Confidence Interval	2-sided p-value	t
[0.0961,1.5281]	0.269	2.2714

#Exercise 21
	ws_c(24.5,26.9,26.9,24.3,24.1,26.5,24.6,24.2,23.6,26.2,26.2,
	24.8,25.4,23.7,25.7,25.7,26.3,26.7,23.9,24.7,28.0,27.9,25.9,
	25.7,26.6,23.2,25.7,26.3,24.3,26.7,24.9,23.8,25.6,27.0,24.7)
	wp_c(26.5,26.1,25.6,25.9,25.5,27.6,25.8,24.9,26.0,26.5,26.0,
	27.1,25.1,26.0,25.6,25.0,24.6,25,26,28.3,24.6,27.5,31.1,28.3)
	#again it's easier to take what we have and use it instead
	#of doing the same again and again for different data
	bp1_ws
	bp2_wp
	m1_mean(bp1)
	m2_mean(bp2)
	s1_sqrt(var(bp1))
	s2_sqrt(var(bp2))
	n1_length(bp1)
	n2_length(bp2)
	sp_sqrt((((n1-1)*var(bp1))+((n2-1)*var(bp2)))/(n1+n2-2))
	sey2y1_sp*sqrt((1/n1)+(1/n2))
	ica_m2-m1-qt(0.975,n1+n2-2)*sey2y1
	icb_m2-m1+qt(0.975,n1+n2-2)*sey2y1
        t_((m2-m1)-0)/sey2y1
	twosidedp_2*(1-pt(abs(t),n1+n2-2))
        
        The summary should resemble the one on pages 28 and 29.

Extra lab

These are the solutions:

#extra assignment: power test graphics
	#basis=mean(trt)-mean(cont)
	basis_mean(trt)-mean(cont)
	powr_function(basis,n,sd){
	t_(basis)/sqrt(2*(sd*sd)/(n*n))
	tbound_qt(0.95,n-2)
	1-pt(tbound-t,n-2)}
	#Now the function is stored in memory and you can use it whenever
	#you want for different data.
	trt_c(1.121,1.29,1.183,1.145,1.168,1.316,.998,1.174)
	cont_c(1.012,1.111,1.014,1.091,1.098,1.179)
	m_mean(trt)-mean(cont)
	n1_length(trt)
	n2_length(cont)
	sp_sqrt((var(trt)*(n1-1))+(var(cont)*(n2-1))/(n1+n2-2))
	siz_c(3,4,5,6,10)
	basis_seq(0,max(mean(trt),mean(cont)),length=40)
	plot(basis,powr(basis,10,sp),type="n",
	ylab="power - chance of rejecting NH",
	xlab="mu(trt)-mu(cont)",
	main="Power curve using t-test with pooled s.d.")
	for (aa in 1:5){
	lines(basis,powr(basis,siz[aa],sp),lwd=3)}
	text(locator(5),c("n=3","n=4","n=5","n=6","n=10"))

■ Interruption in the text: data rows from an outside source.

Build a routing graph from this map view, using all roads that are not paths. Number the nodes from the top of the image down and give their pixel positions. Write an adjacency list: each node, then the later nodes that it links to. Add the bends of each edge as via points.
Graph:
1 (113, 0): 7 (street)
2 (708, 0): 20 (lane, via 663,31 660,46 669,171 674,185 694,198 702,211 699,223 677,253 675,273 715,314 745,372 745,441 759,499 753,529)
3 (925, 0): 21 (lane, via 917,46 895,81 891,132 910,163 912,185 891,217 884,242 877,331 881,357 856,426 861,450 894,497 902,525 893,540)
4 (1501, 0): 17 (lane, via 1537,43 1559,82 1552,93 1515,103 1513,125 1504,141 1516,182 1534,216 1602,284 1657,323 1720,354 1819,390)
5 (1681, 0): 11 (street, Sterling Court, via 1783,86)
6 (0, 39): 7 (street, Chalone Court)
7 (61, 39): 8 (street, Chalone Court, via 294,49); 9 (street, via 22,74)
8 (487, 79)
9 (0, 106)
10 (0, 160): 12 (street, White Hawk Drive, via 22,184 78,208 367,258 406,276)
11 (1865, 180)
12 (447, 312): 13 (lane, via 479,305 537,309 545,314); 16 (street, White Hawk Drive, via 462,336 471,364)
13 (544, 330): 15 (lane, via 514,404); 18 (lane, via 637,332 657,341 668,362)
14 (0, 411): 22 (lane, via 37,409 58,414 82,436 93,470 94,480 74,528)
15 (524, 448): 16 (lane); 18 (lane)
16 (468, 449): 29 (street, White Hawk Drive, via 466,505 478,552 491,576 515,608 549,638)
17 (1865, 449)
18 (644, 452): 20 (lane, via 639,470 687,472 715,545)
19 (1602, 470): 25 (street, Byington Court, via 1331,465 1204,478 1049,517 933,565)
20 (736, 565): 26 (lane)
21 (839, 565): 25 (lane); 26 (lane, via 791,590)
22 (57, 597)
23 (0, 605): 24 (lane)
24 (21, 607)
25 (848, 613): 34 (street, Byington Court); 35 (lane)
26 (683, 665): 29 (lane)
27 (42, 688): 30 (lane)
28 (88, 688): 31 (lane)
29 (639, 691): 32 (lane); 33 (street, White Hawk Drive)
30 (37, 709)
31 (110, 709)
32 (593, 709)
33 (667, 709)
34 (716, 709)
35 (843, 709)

#See that to solve almost all of these exercises we have used just #a few lines and computed new data with a standard set of commands. #However the easiest way would be to create a function that takes #the data and compute everything by just pointing it to the data. #With the next 17 lines you could have answered all the problems.

#The way to do this is name_function(argument1,argument2,...){
	#commands
	#commands...
	#return(variable,variable2,variable3,...)
	#}

	doeverything_function(bp1,bp2){
	m1_mean(bp1)
	m2_mean(bp2)
	s1_sqrt(var(bp1))
	s2_sqrt(var(bp2))
	n1_length(bp1)
	n2_length(bp2)
	sp_sqrt((((n1-1)*var(bp1))+((n2-1)*var(bp2)))/(n1+n2-2))
	sey2y1_sp*sqrt((1/n1)+(1/n2))
	ica_m2-m1-qt(0.975,n1+n2-2)*sey2y1
	icb_m2-m1+qt(0.975,n1+n2-2)*sey2y1
        t_((m2-m1)-0)/sey2y1
	P_pt(abs(t),n1+n2-2)
	twosidedp_2*(1-pt(abs(t),n1+n2-2))
	return (m1,m2,s1,s2,sp,sey2y1,c("95% interval",ica,icb),
        c("onesidedp",1-P),twosidedp)
	}

#This is the same as going to the window and asking the Statistics #that you want for any data stored. You already know the path.